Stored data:
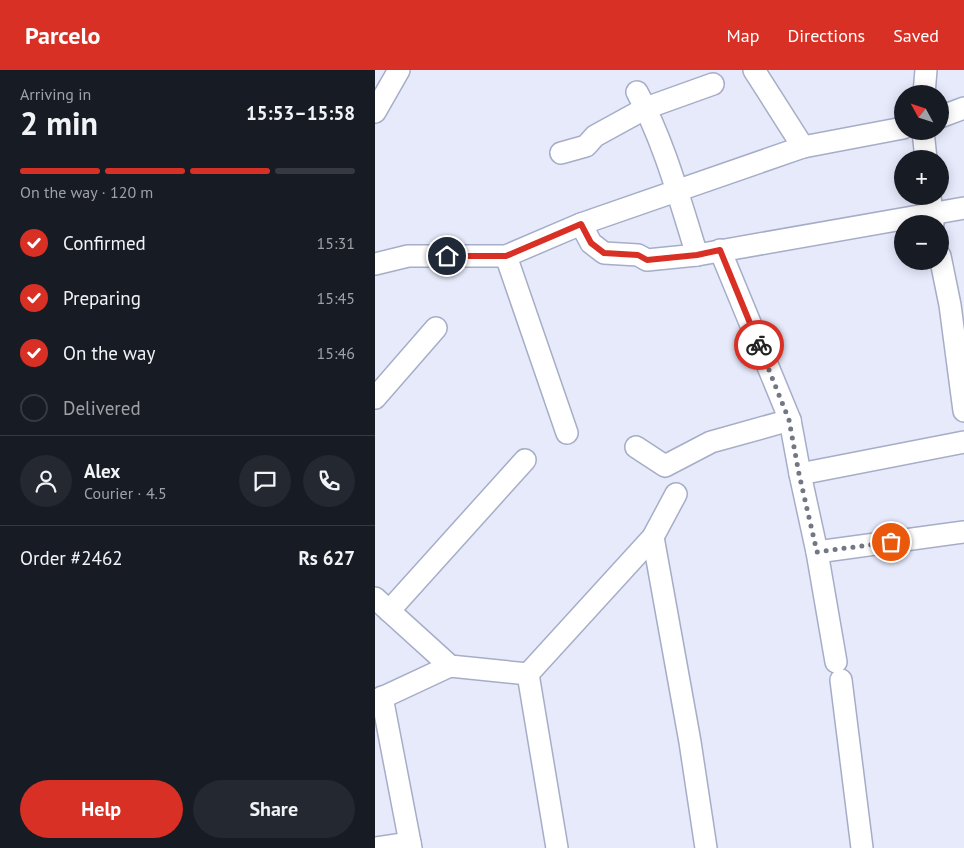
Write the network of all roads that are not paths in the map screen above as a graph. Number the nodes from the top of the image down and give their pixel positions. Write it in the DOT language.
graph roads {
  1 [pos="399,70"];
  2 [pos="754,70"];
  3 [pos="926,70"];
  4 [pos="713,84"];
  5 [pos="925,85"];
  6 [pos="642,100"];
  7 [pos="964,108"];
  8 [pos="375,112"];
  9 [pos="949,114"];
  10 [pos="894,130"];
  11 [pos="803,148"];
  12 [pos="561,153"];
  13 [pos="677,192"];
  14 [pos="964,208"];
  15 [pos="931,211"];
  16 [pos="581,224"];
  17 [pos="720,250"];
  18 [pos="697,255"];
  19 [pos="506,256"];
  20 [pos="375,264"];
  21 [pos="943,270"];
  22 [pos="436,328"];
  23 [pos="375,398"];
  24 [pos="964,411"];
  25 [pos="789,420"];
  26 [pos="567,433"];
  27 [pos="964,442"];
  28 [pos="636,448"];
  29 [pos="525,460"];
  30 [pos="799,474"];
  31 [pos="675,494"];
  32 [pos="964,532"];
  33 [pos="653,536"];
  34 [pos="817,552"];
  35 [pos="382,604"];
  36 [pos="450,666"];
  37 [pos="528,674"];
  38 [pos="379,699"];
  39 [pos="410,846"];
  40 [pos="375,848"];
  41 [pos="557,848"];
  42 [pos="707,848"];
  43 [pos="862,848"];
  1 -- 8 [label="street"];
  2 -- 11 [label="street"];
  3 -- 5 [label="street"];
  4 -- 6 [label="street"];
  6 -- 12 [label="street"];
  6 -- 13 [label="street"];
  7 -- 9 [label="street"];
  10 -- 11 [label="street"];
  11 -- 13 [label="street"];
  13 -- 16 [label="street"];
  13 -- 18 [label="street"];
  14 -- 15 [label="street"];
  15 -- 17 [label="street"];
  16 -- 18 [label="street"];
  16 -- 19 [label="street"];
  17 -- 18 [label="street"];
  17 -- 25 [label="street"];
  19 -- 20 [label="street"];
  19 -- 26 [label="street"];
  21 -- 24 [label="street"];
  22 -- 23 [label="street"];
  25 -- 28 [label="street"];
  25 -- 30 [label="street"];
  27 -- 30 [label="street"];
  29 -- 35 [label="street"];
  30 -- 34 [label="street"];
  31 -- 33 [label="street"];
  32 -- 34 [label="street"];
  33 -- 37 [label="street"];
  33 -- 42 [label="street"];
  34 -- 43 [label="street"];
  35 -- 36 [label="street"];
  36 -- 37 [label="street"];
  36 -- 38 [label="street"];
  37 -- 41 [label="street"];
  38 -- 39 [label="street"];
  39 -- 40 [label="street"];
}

WHAT TO DO —
Lines holding the word "graph": say how many there are in the data, and nothing more.

REPLY —
2